It’s also possible that she has one of several eye conditions. The cheetah species appears to have a limited genetic diversity and this could be responsible for their perceived susceptibility to infections. Eye conditions like feline coronavirus, bartonellosis, toxoplasmosis and cryptococcosis are not lethal in wild cats, so their occurrence is usually noted and closely monitored, rather than unnecessarily and intrusively intervened with.

From this cheetah’s behaviour, it appears she has adjusted to the inconvenience. She is able to easily detect things at a distance, even when resting in shade, and we saw her tracking impala way off without any apparent difficulty. When awake, she and her cubs scanned around diligently, as cheetahs do, without any signs of stress, discomfort or nervousness – just with fixed gazes, as alert for other predators as for potential prey.

They was even a bit of time for play after a lengthy snooze from the time they came in, in the early morning. Although, once mom realised the impala that had been milling around the open area they were resting at the edge of had gone, she decided to move on.

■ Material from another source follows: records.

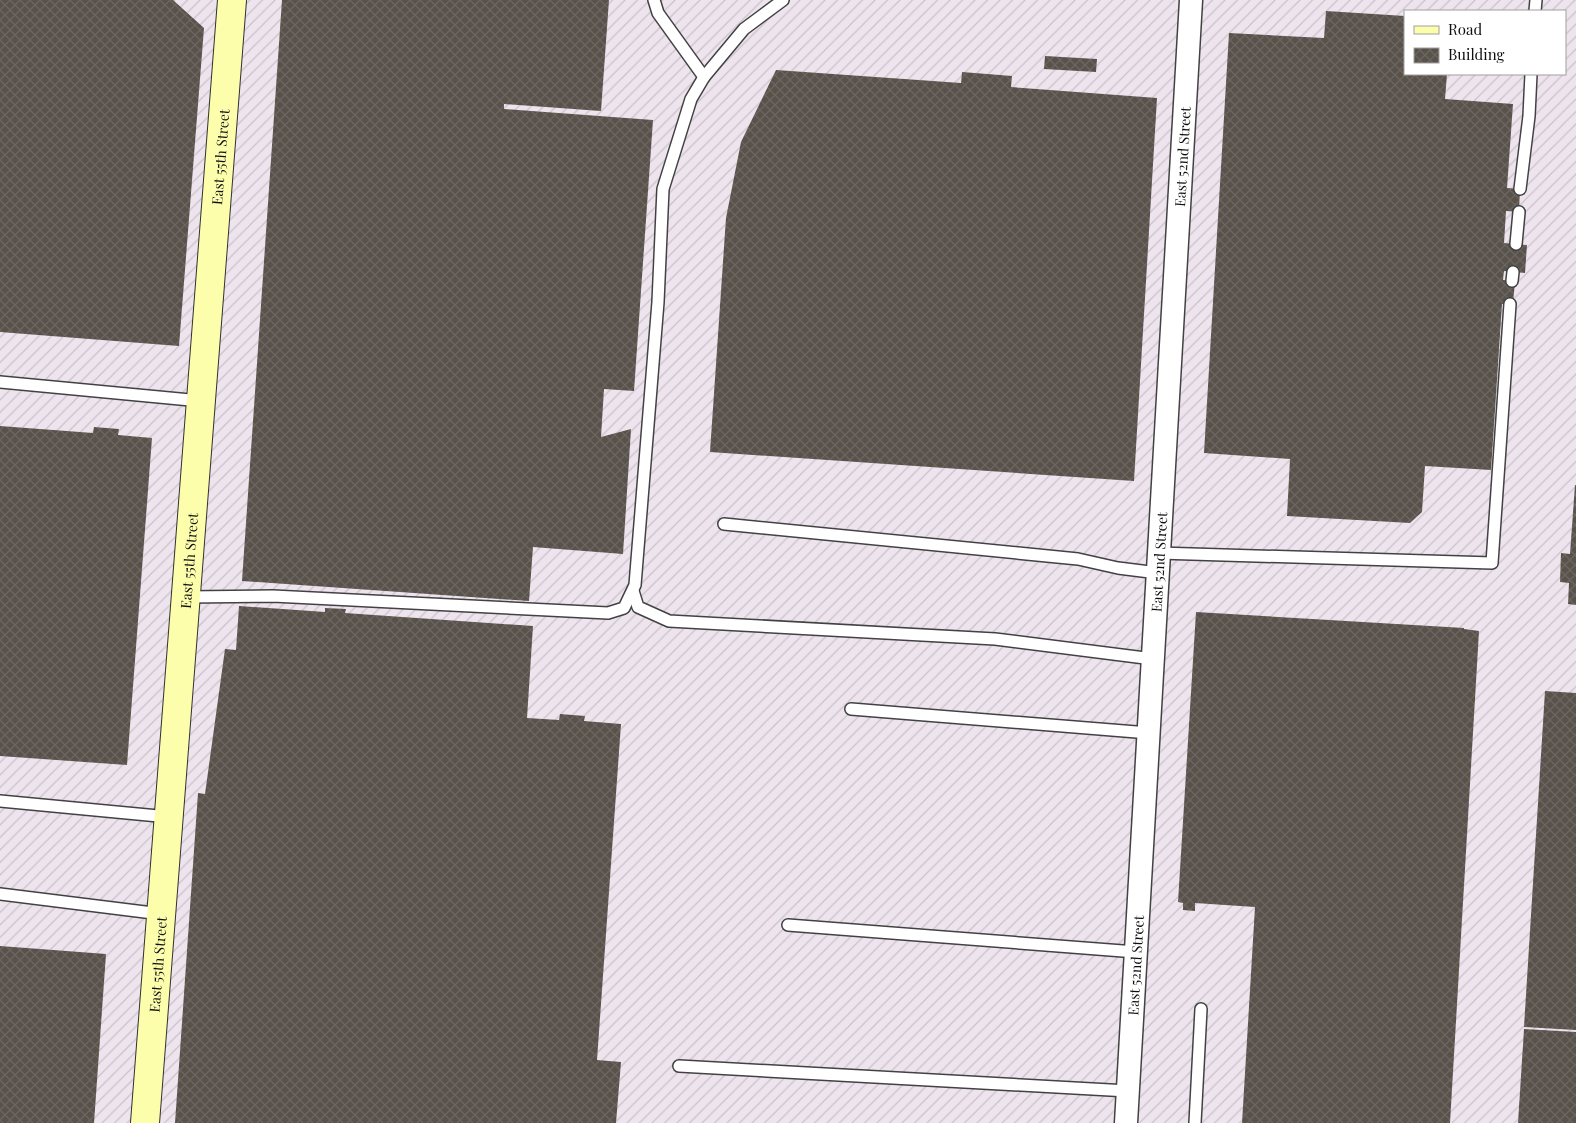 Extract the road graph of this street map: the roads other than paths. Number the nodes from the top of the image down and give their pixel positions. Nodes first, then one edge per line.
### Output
1 (232, 0) edge
2 (654, 0) edge
3 (783, 0) edge
4 (1191, 0) edge
5 (1531, 75) edge
6 (704, 77) junction
7 (1520, 189) dead end
8 (1519, 212) dead end
9 (1516, 244) dead end
10 (1510, 304) dead end
11 (0, 382) edge
12 (201, 401) junction
13 (724, 524) dead end
14 (1158, 562) junction
15 (633, 591) junction
16 (186, 597) junction
17 (1153, 659) junction
18 (851, 709) dead end
19 (1148, 733) junction
20 (0, 801) edge
21 (169, 817) junction
22 (0, 894) edge
23 (162, 914) junction
24 (788, 925) dead end
25 (1136, 952) junction
26 (1201, 1009) dead end
27 (679, 1066) dead end
28 (1128, 1091) junction
29 (145, 1123) edge
30 (1126, 1123) edge
31 (1195, 1123) edge

1 - 12 street, East 55th Street
2 - 6 lane
3 - 6 lane
4 - 14 street, East 52nd Street
5 - 7 lane
6 - 15 lane
8 - 9 lane
10 - 14 lane
11 - 12 lane
12 - 16 street, East 55th Street
13 - 14 lane
14 - 17 street, East 52nd Street
15 - 16 lane
15 - 17 lane
16 - 21 street, East 55th Street
17 - 19 street, East 52nd Street
18 - 19 lane
19 - 25 street, East 52nd Street
20 - 21 lane
21 - 23 street, East 55th Street
22 - 23 lane
23 - 29 street, East 55th Street
24 - 25 lane
25 - 28 street, East 52nd Street
26 - 31 lane
27 - 28 lane
28 - 30 street, East 52nd Street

She paused and looked ahead for some time in the direction of our airstrip (although just out of sight). This has been a happy hunting ground for her in the several months since she first arrived on the scene. But she decided to loop back in the direction she had come from.

e are hopeful she’ll be back before too long. Maybe the pan near the airstrip will be full next time and she’ll appreciate her visit here even more. But in the meantime, we wish her and her cubs all the best for spring!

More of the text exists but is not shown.